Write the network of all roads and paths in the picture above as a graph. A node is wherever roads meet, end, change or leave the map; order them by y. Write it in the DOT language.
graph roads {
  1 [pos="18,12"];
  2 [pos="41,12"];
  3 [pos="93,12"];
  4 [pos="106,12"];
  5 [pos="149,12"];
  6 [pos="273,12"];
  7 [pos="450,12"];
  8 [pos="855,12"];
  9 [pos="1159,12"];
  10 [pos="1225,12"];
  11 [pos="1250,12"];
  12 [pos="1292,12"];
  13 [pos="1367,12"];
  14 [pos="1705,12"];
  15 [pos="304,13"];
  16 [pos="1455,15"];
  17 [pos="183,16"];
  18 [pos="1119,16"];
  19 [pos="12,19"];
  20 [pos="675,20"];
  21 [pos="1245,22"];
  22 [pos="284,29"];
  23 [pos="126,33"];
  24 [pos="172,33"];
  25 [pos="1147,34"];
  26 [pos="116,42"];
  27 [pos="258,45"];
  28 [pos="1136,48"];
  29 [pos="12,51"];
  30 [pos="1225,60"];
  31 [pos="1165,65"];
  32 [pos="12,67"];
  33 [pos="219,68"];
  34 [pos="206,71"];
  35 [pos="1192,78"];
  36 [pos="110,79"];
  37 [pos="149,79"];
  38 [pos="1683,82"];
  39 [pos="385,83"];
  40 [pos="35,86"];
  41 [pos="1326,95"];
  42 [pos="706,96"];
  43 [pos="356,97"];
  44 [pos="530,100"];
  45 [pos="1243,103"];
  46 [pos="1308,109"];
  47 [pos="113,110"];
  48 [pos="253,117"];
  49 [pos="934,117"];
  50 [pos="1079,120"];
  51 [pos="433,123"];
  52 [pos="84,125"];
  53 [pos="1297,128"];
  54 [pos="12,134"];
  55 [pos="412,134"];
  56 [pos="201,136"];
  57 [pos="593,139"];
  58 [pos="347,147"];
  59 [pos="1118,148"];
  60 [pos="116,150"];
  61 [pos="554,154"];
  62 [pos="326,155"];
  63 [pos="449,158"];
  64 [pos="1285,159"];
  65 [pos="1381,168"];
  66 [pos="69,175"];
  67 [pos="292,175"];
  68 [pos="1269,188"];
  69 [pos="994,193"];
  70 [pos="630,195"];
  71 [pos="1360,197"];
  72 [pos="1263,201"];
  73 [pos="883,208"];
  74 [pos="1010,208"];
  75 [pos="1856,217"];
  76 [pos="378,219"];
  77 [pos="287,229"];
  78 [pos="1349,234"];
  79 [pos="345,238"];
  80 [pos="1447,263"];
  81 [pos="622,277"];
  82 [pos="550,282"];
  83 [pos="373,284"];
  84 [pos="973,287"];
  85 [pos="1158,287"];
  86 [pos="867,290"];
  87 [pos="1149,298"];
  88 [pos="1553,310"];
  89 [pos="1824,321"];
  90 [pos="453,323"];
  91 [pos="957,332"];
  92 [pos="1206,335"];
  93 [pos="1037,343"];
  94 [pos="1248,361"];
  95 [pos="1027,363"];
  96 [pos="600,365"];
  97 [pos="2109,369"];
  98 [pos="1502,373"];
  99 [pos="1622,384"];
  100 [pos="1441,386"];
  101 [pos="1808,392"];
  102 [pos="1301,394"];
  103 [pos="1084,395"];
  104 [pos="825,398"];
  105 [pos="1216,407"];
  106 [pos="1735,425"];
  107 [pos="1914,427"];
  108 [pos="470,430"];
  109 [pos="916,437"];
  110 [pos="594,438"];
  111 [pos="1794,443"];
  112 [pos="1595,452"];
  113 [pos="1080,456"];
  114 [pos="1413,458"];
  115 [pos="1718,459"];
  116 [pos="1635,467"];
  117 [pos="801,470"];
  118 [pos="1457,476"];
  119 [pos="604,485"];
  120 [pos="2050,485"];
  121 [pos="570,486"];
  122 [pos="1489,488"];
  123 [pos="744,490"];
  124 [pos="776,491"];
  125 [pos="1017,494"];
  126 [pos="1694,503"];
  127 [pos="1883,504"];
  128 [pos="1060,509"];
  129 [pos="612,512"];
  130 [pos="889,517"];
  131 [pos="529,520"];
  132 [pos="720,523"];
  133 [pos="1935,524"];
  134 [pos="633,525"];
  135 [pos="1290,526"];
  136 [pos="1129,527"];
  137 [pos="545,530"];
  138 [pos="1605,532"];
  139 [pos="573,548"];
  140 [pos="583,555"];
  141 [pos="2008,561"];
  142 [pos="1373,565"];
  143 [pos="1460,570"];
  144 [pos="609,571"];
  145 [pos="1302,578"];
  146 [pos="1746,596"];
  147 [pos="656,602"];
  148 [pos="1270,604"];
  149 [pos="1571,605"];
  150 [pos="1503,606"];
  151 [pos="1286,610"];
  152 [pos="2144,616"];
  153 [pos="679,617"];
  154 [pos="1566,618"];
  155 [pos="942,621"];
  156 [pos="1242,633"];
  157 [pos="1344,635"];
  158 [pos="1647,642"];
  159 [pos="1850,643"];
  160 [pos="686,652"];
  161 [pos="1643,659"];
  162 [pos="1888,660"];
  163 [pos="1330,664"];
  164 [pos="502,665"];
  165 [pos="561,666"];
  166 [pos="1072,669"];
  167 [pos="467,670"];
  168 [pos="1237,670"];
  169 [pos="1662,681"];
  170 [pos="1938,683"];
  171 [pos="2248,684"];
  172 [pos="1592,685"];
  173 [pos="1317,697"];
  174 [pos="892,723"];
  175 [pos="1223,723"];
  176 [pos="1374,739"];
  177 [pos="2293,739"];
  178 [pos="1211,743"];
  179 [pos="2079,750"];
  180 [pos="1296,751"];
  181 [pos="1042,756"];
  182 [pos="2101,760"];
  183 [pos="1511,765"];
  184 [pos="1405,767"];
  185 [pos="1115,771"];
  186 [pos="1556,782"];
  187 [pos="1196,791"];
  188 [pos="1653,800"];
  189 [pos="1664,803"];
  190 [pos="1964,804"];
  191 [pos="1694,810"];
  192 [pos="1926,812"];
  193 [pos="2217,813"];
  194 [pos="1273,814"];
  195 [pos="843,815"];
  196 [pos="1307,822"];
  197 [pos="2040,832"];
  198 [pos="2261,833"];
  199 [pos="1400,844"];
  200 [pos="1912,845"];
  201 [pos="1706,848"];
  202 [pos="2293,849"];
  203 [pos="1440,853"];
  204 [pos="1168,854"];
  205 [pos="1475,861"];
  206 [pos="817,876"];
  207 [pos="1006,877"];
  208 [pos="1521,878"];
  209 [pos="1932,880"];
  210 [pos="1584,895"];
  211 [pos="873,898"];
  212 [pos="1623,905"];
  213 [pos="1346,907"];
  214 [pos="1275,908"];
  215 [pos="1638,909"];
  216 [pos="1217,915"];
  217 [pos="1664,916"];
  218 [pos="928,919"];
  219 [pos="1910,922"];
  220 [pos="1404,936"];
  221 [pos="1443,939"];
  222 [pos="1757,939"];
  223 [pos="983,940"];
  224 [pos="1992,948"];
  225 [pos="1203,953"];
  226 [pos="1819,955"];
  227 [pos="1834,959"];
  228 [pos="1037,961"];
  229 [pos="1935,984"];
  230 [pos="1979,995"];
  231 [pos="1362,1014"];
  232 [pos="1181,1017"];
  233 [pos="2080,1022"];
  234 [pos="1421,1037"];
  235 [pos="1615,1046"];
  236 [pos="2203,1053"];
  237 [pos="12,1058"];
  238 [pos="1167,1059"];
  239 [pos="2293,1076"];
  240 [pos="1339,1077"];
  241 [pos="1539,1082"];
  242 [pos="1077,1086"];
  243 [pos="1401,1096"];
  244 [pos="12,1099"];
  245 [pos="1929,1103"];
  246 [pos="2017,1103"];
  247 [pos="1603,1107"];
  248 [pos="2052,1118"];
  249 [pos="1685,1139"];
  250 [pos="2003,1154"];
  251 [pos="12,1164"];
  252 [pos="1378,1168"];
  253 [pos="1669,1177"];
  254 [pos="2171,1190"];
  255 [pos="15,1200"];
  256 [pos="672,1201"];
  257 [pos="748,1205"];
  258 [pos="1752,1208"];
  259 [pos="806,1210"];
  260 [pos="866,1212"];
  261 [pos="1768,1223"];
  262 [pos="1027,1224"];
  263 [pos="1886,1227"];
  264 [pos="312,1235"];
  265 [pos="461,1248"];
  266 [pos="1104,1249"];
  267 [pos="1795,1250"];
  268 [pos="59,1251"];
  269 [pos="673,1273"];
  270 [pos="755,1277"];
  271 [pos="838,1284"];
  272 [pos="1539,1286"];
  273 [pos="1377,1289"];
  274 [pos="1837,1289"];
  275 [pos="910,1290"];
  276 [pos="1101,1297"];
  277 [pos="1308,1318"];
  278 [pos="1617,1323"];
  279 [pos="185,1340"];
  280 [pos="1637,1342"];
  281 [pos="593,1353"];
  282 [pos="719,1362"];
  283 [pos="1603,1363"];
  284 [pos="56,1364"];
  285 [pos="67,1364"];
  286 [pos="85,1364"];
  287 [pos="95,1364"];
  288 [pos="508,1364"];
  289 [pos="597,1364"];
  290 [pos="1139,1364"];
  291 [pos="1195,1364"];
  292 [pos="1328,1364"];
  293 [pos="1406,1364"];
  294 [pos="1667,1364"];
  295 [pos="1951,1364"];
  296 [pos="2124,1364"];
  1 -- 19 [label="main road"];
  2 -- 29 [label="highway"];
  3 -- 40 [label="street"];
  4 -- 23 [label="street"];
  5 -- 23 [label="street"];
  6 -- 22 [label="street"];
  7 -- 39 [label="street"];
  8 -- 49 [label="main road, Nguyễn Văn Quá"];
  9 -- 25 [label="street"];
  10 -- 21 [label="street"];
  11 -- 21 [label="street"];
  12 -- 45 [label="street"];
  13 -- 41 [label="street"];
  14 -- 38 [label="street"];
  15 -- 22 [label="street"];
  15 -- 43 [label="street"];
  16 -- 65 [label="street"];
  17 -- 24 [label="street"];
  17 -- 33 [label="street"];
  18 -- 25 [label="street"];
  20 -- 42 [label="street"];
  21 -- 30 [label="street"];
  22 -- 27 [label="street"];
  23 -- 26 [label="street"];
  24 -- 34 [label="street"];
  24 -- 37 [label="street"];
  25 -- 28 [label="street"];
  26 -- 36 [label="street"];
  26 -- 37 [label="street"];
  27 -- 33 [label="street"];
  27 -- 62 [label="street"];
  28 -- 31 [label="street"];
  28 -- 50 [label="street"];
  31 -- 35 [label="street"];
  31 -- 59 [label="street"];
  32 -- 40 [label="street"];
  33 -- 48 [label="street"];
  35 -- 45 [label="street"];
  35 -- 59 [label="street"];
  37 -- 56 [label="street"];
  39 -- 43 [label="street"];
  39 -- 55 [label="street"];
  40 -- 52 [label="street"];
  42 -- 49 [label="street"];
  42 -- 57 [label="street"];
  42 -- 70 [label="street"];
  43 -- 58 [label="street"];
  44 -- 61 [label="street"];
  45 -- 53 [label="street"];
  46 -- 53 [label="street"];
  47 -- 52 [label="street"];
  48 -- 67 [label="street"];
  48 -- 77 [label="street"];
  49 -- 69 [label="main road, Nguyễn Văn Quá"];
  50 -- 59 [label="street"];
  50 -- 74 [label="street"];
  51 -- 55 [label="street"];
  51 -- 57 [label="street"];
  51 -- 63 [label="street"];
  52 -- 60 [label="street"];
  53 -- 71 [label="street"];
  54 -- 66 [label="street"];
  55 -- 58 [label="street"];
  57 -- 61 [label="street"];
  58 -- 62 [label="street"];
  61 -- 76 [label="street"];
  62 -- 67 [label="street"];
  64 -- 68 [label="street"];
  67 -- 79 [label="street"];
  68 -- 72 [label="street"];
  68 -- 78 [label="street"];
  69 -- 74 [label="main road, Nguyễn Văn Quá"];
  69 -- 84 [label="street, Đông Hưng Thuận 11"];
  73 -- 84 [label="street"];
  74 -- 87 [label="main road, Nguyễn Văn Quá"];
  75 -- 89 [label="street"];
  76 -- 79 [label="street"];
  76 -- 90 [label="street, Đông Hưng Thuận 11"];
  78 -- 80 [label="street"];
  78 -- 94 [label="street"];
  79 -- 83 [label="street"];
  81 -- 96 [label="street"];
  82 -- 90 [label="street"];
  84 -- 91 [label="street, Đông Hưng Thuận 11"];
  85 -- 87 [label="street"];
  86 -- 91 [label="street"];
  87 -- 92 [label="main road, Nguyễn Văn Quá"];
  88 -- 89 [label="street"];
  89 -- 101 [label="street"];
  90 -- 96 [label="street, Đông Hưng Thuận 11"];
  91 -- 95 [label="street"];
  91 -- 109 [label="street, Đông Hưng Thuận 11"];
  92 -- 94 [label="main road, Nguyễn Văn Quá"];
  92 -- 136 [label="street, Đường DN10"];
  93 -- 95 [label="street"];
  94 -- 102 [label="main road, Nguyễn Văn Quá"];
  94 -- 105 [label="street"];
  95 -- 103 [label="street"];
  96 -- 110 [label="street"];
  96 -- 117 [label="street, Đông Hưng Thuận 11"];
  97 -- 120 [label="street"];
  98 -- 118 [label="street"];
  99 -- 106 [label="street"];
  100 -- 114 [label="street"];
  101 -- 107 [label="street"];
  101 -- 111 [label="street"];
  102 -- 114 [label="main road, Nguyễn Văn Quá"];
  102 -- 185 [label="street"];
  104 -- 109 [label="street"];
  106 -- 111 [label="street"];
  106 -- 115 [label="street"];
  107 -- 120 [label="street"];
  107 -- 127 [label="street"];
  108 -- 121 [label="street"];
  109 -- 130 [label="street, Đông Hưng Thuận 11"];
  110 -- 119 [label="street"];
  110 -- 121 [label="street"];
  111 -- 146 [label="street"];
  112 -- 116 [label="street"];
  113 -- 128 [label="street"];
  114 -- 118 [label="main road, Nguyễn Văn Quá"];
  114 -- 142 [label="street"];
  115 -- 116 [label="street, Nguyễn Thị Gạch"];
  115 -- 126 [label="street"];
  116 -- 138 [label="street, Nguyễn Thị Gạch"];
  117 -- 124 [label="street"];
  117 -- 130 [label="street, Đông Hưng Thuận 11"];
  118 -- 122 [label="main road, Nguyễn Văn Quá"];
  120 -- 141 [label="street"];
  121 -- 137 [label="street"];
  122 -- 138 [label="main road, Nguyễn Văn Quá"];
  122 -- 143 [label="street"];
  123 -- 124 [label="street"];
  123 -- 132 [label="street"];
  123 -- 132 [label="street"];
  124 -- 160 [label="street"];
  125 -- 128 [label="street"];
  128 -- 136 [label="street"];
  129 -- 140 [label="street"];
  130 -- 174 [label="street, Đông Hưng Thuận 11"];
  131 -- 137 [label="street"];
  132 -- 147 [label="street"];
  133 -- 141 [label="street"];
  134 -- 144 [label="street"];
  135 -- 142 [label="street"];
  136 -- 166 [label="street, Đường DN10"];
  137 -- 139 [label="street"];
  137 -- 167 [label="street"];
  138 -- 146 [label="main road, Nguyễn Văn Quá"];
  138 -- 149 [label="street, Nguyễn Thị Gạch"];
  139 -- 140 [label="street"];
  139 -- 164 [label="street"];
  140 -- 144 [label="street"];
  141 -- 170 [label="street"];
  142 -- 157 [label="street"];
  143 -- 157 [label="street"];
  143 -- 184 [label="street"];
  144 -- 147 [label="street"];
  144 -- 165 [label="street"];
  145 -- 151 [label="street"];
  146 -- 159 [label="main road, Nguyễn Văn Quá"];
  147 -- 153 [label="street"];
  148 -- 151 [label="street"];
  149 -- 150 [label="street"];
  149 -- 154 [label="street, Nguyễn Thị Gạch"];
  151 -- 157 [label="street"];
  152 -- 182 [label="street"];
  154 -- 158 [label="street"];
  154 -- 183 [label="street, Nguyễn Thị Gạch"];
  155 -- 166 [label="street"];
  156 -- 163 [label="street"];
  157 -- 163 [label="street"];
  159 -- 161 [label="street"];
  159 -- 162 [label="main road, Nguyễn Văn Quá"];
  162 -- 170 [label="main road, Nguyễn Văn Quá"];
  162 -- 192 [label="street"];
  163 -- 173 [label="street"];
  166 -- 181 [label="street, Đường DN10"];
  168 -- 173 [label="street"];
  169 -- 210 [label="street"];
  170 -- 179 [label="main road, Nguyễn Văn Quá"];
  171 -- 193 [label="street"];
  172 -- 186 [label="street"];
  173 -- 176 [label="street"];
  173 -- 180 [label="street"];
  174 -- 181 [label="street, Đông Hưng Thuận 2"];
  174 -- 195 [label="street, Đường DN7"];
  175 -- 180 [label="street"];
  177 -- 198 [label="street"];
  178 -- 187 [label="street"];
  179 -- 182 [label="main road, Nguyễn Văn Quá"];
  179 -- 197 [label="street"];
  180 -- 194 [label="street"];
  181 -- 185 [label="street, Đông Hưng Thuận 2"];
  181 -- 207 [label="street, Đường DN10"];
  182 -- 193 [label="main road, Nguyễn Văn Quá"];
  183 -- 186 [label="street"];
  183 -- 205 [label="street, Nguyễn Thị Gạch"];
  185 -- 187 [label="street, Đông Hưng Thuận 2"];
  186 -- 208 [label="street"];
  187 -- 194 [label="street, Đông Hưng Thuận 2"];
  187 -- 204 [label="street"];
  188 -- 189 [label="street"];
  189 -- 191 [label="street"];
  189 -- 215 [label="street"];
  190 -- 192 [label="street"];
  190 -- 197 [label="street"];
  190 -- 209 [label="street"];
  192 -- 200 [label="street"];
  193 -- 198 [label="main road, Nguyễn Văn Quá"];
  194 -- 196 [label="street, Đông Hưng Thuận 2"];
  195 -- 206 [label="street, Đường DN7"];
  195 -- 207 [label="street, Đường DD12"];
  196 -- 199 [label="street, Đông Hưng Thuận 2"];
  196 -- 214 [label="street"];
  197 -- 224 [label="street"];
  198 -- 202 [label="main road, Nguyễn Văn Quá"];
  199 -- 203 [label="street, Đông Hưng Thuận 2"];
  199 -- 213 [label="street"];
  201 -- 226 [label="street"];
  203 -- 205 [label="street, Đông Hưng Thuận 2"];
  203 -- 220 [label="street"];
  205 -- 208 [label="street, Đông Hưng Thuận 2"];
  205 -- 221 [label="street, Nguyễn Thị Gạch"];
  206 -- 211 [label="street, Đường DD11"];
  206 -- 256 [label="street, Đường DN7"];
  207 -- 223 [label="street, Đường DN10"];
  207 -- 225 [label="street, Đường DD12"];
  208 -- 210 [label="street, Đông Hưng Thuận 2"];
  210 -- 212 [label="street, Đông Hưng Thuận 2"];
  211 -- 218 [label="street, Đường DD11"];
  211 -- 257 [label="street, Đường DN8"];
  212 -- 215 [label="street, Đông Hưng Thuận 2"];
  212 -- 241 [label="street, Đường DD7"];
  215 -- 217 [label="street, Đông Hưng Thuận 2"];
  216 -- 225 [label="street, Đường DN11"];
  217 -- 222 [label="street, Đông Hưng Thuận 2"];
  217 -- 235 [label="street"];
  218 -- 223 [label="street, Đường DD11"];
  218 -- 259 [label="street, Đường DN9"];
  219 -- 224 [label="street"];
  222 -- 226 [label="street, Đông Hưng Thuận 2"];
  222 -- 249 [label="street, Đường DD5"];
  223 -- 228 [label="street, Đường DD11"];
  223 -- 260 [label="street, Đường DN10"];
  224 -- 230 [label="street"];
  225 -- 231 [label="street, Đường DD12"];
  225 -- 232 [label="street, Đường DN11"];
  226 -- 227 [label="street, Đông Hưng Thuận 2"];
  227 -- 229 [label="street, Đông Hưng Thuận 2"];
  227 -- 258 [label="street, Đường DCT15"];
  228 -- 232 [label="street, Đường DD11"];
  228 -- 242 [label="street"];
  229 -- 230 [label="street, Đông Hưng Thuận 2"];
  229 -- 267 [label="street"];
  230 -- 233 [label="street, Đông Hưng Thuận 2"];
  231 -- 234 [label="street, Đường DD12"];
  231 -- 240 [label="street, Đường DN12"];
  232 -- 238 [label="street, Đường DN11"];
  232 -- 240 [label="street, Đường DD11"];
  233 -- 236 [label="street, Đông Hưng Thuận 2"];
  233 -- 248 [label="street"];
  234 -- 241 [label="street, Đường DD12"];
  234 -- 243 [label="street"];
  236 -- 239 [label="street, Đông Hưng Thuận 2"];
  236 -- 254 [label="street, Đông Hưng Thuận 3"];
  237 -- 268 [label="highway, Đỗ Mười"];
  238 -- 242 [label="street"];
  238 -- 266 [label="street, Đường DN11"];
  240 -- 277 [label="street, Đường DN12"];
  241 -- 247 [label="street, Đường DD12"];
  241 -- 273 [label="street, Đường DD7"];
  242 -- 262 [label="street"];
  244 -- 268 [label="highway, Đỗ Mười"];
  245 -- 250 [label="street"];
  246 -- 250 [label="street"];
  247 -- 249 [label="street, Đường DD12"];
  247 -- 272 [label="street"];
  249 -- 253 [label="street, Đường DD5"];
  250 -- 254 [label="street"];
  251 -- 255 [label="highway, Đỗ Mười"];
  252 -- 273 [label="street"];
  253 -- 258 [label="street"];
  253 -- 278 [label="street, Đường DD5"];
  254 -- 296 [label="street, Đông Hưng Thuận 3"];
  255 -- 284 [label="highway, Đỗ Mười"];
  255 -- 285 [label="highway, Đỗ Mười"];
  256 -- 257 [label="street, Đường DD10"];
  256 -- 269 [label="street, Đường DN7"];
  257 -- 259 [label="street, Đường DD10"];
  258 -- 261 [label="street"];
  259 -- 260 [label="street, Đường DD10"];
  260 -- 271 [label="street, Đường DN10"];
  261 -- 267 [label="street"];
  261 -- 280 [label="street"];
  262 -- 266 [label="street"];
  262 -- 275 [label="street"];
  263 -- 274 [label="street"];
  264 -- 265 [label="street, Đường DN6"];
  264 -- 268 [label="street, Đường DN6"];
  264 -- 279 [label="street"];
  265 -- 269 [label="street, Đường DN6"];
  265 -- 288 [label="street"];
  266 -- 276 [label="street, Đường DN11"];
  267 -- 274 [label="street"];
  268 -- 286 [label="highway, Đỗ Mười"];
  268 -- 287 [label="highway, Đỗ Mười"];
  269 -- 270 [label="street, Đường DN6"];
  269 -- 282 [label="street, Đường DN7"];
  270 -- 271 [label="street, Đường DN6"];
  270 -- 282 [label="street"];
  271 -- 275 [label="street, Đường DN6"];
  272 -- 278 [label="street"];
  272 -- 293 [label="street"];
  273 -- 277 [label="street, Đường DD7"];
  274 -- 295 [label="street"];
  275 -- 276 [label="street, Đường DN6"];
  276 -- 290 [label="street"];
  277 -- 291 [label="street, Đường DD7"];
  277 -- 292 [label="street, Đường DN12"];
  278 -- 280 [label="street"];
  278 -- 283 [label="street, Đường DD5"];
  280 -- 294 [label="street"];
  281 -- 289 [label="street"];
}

■ ■ ■ ■

*ASSIGNMENT*.
The answer must consist of every line in the records above that contains the word "roads".

*PROBLEM SOLUTION*.
Write the network of all roads and paths in the picture above as a graph. A node is wherever roads meet, end, change or leave the map; order them by y. Write it in the DOT language.
graph roads {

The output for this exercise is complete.